2009-03-03 Thread Romain Francois

Hello,

(This is follow up from this thread: 
http://www.nabble.com/execution-time-of-.packages-td22304833.html but 
with a different focus)


I am often confused by the result of the profiler, when a loop is 
involved. Consider these two scripts:


script1:

Rprof( )
x <- numeric( )
  for( i in 1:1){
x <- c( x, rnorm(10) )
  }
Rprof( NULL )
print( summaryRprof( ) )


script2:

Rprof( )
ffor <- function(){
  x <- numeric( )
  for( i in 1:1){
x <- c( x, rnorm(10) )
  }
}
ffor()
Rprof( NULL )
print( summaryRprof( ) )


[]$ time Rscript --vanilla script1.R
$by.self
  self.time self.pct total.time total.pct
"rnorm"  0.22  100   0.22   100

$by.total
  total.time total.pct self.time self.pct
"rnorm"   0.22   100  0.22  100

$sampling.time
[1] 0.22

real0m7.786s
user0m5.192s
sys 0m0.735s

[]$$ time Rscript --vanilla script2.R
$by.self
  self.time self.pct total.time total.pct
"ffor"   4.94 92.5   5.34 100.0
"rnorm"  0.40  7.5   0.40   7.5

$by.total
  total.time total.pct self.time self.pct
"ffor"5.34 100.0  4.94 92.5
"rnorm"   0.40   7.5  0.40  7.5

$sampling.time
[1] 5.34


real0m7.841s
user0m5.152s
sys 0m0.712s



In the first one, I call a for loop from the top level and in the second 
one, the loop is wrapped in a function call. This shows the inability of 
the profiler to point loops as responsible for bottlenecks. The coder of 
script1 would not know what to do to improve on the script.


I have had a quick look in the code, and here are a few thoughts:

in the function "doprof" in eval.c,  this loop write the call stack on 
the profiler file:


for (cptr = R_GlobalContext; cptr; cptr = cptr->nextcontext) {
  if ((cptr->callflag & (CTXT_FUNCTION | CTXT_BUILTIN))
  && TYPEOF(cptr->call) == LANGSXP) {
  SEXP fun = CAR(cptr->call);
  if (!newline) newline = 1;
  fprintf(R_ProfileOutfile, "\"%s\" ",
  TYPEOF(fun) == SYMSXP ? CHAR(PRINTNAME(fun)) :
  "");
  }
  }
 so we can see it only cares about context CTXT_FUNCTION and 
CTXT_BUILTIN, when for loops play with CTXT_LOOP (this is again in 
eval.c within the do_for function)


begincontext(&cntxt, CTXT_LOOP, R_NilValue, rho, R_BaseEnv, R_NilValue,
   R_NilValue);

which as the name implies, begins the context of the for loop.
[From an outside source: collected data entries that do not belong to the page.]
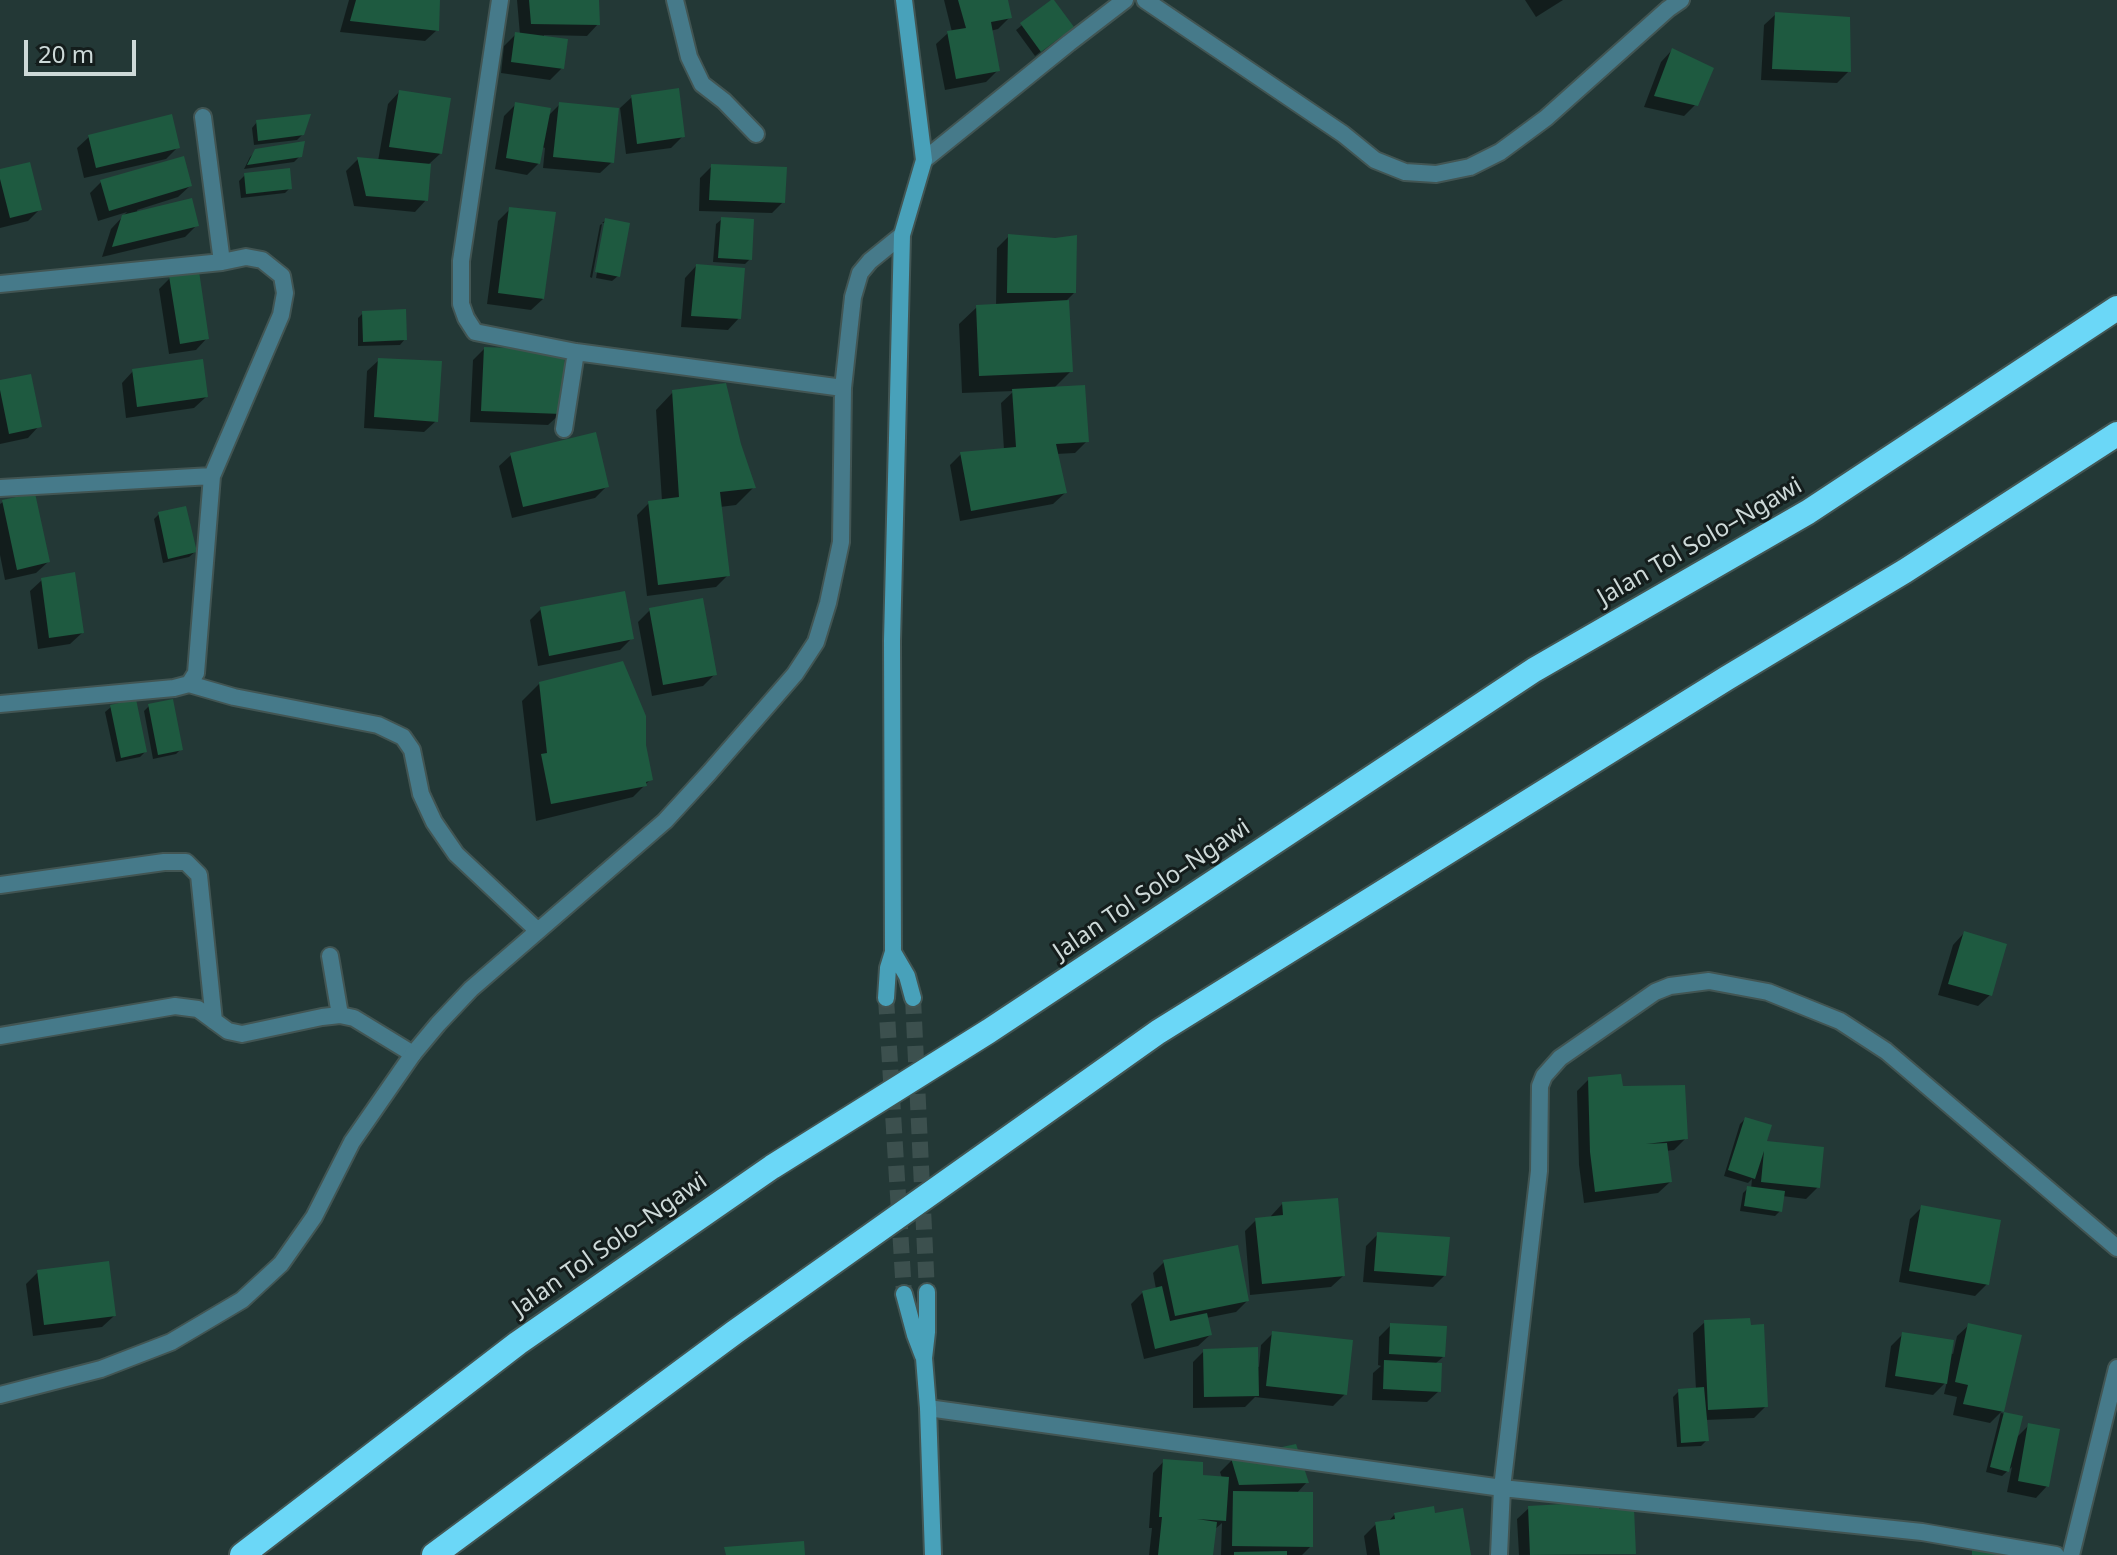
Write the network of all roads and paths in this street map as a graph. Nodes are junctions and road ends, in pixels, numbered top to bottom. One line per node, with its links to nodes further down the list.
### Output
1 (500, 0): 14 (street)
2 (675, 0): 8 (street)
3 (904, 0): 9 (street)
4 (1125, 0): 9 (street)
5 (1145, 0): 6 (street)
6 (1681, 0)
7 (203, 117): 11 (street)
8 (756, 134)
9 (924, 160): 10 (street)
10 (902, 235): 15 (street); 24 (street)
11 (222, 262): 12 (street); 18 (street)
12 (0, 284)
13 (2117, 308): 40 (highway, Jalan Tol Solo–Ngawi)
14 (576, 352): 15 (street); 16 (street)
15 (843, 388): 23 (street)
16 (564, 429)
17 (2117, 434): 41 (highway)
18 (212, 476): 19 (street); 20 (street)
19 (0, 488)
20 (189, 684): 21 (street); 23 (street)
21 (0, 704)
22 (0, 885): 29 (street)
23 (537, 930): 31 (street)
24 (893, 952): 26 (street); 27 (street)
25 (330, 956): 28 (street)
26 (886, 998)
27 (913, 998)
28 (340, 1015): 29 (street); 31 (street)
29 (214, 1021): 30 (street)
30 (0, 1036)
31 (413, 1054): 37 (street)
32 (2117, 1248): 39 (street)
33 (927, 1292): 35 (street)
34 (904, 1294): 35 (street)
35 (924, 1358): 38 (street)
36 (2117, 1368): 45 (street)
37 (0, 1395)
38 (928, 1408): 39 (street); 42 (street)
39 (1502, 1488): 43 (street); 44 (street)
40 (242, 1555)
41 (434, 1555)
42 (933, 1555)
43 (1499, 1555)
44 (2056, 1555)
45 (2071, 1555)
The 
begincontext function looks like this :


void begincontext(RCNTXT * cptr, int flags,
SEXP syscall, SEXP env, SEXP sysp,
SEXP promargs, SEXP callfun)
{
  cptr->nextcontext = R_GlobalContext;
  cptr->cstacktop = R_PPStackTop;
  cptr->evaldepth = R_EvalDepth;
  cptr->callflag = flags;
  cptr->call = syscall;
  cptr->cloenv = env;
  cptr->sysparent = sysp;
  cptr->conexit = R_NilValue;
  cptr->cend = NULL;
  cptr->promargs = promargs;
  cptr->callfun = callfun;
  cptr->vmax = vmaxget();
  cptr->intsusp = R_interrupts_suspended;
  cptr->handlerstack = R_HandlerStack;
  cptr->restartstack = R_RestartStack;
  cptr->prstack = R_PendingPromises;
#ifdef BYTECODE
  cptr->nodestack = R_BCNodeStackTop;
# ifdef BC_INT_STACK
  cptr->intstack = R_BCIntStackTop;
# endif
#endif
  R_GlobalContext = cptr;
}


So it could be possible to set the last argument of the begincontext 
function to "for" and use this code in the doprof function:



for (cptr = R_GlobalContext; cptr; cptr = cptr->nextcontext) {
if ( ( cptr->callflag & (CTXT_FUNCTION | CTXT_BUILTIN ) )
  && TYPEOF(cptr->call) == LANGSXP) {
  SEXP fun = CAR(cptr->call);
  if (!newline) newline = 1;
  fprintf(R_ProfileOutfile, "\"%s\" ",
  TYPEOF(fun) == SYMSXP ? CHAR(PRINTNAME(fun)) :
  "");
  } else if( cptr->callflag & CTXT_LOOP){
SEXP fun = CAR(cptr->syscall);
if (!newline) newline = 1;
fprintf(R_ProfileOutfile, "\"%s\" ", CHAR(PRINTNAME(fun)) );
  }
}

so that we see for in the list of "functions" that appear in the 
profiler file.


Obviously I am taking some shortcuts here, because of the other loops, 
but I would like to make a formal patch with this. Before I do that, I'd 
like to know :
- is this has a chance of breaking something else (does the CTXT_LOOP 
being R_NilValue is used elsewhere)

- would this feature be welcome.
- Should I differentiate real functions with loops in the output file, 
maybe I can write "[for]" instead of for to emphacize this is not a 
function.


Romain

--
Romain Francois
Independent R Consultant
+33(0) 6 28 91 30 30
http://romainfrancois.blog.free.fr


--
Romain Francois
Independent R Consultant
+33(0) 6 28 91 30 30
http://romainfrancois.blog.free.fr

__
R-devel@r-project.org mailing list
https://stat.ethz.ch/mailman/listinfo/r-devel


Re: [Rd] execution time of .packages

2009-03-03 Thread Prof Brian Ripley
Let me repeat: what is happening for me in the equivalent of your 
35.589 - 1.18 seconds is that R is waiting for my OS to read its discs 
(and they can be heard chuntering away).  As the R process is not 
runniing at those times, the profiler is not running either (on a 
Unix-alike: on Windows the profiler does measure elapsed time).  I 
expect it will be the same explanation for you.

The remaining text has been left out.